Deprecated: See https://untergeek.com/2014/06/13/curator-1-1-0-released/
In my last post I mentioned curator, an update to the logstash_index_cleaner.py
script I’d written so very long ago (okay, is 2.5 years a long time? It sure seems like it in sysops time…). I even linked to my blog post at elasticsearch.org about it. It hasn’t been quite a month, yet, but there have been some changes since then so I thought I’d write another blog post about it.
Installation
Curator is now in PyPI! Yay! This makes it so much easier to install:
pip install elasticsearch-curator
However, if you are using a version of Elasticsearch less than 1.0.0, you will need to use a different version of curator:
pip install elasticsearch-curator==0.6.2
Why specify a specific version? We’re branching curator to be able to accommodate changes in the Elasticsearch API for version 1.0 (which have correlating changes in the python elasticsearch module).
Upgrading
Already using a version of curator? Upgrading is easy!

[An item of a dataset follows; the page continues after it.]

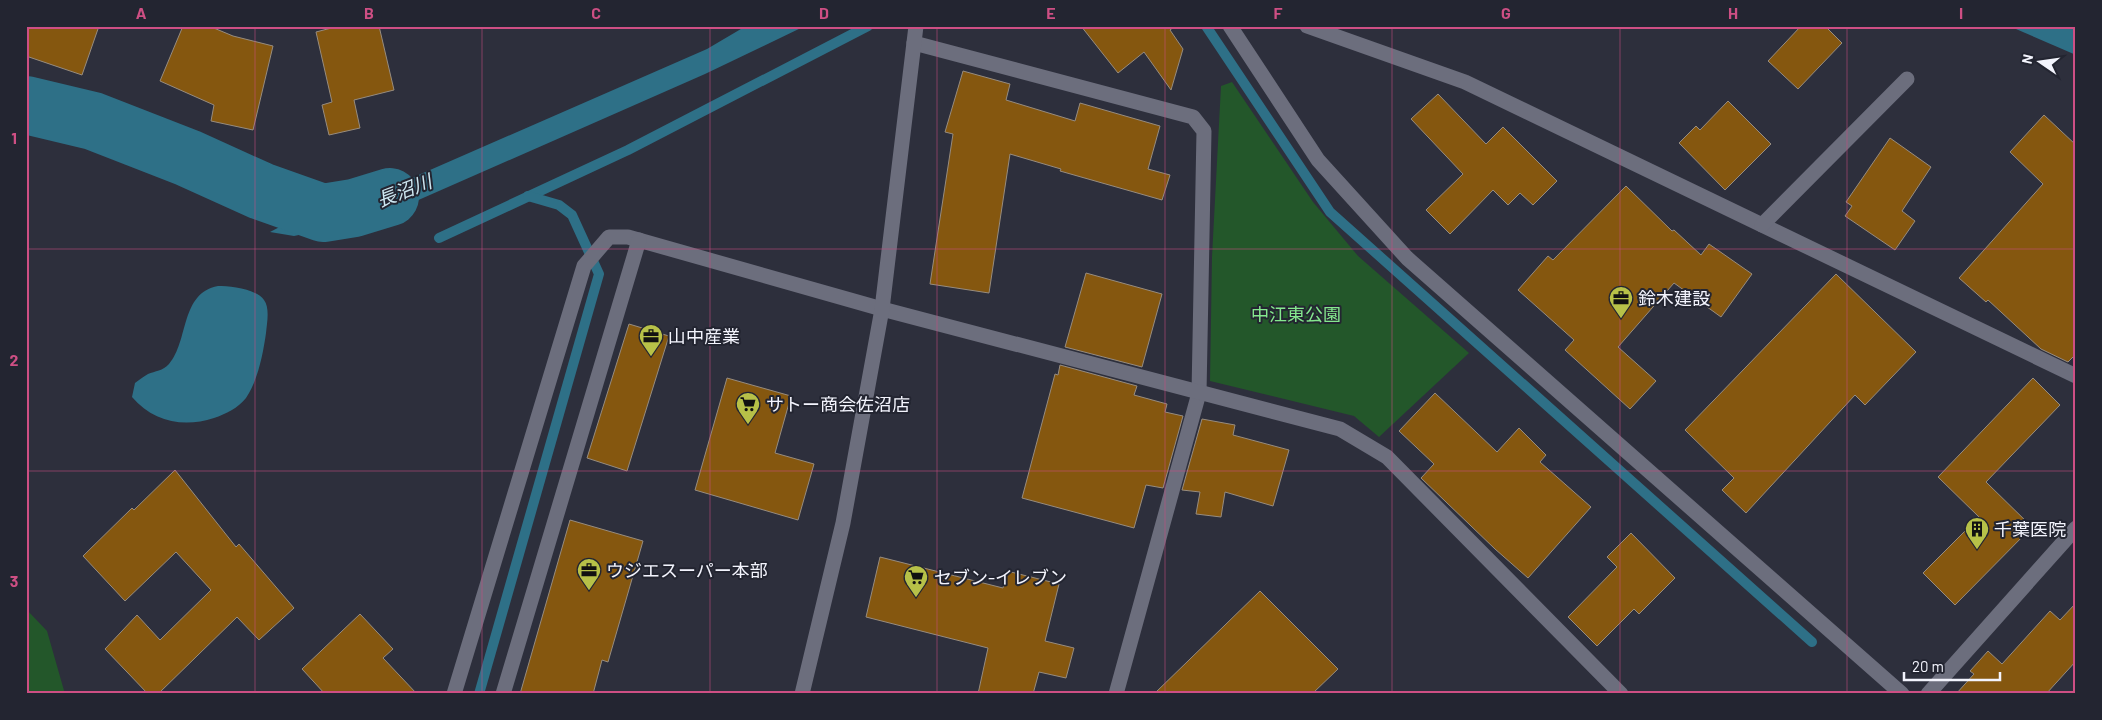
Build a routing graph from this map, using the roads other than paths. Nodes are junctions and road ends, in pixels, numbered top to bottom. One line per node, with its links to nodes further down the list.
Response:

pip install -U elasticsearch-curator
The same pattern applies if you need to upgrade to a specific version (==X.Y.Z
).
Usage
If you’ve installed via pip
then you’re all ready to go. You don’t even need to specify .py
afterwards, as before, and it installs to /usr/local/bin
so if that’s in your path, you don’t have to change a thing to use it:
curator -h
This will show you the help output, which is rather long. I will touch on a few of the features and configuration options.
Delete
This is by far the most common use for curator. But did you know you can delete by space or by date?
Date
Deleting by date is simple! To delete indices older than 30 days,
curator --host my-host -d 30
You can even delete by date + hour! If you have indices defined like logstash-%{+YYYY.MM.dd.HH}
you can delete indices older than 48 hours like this:
curator --host my-host --time-unit hours -d 48
Space
You can delete by space if you need to, but with some provisos and warnings.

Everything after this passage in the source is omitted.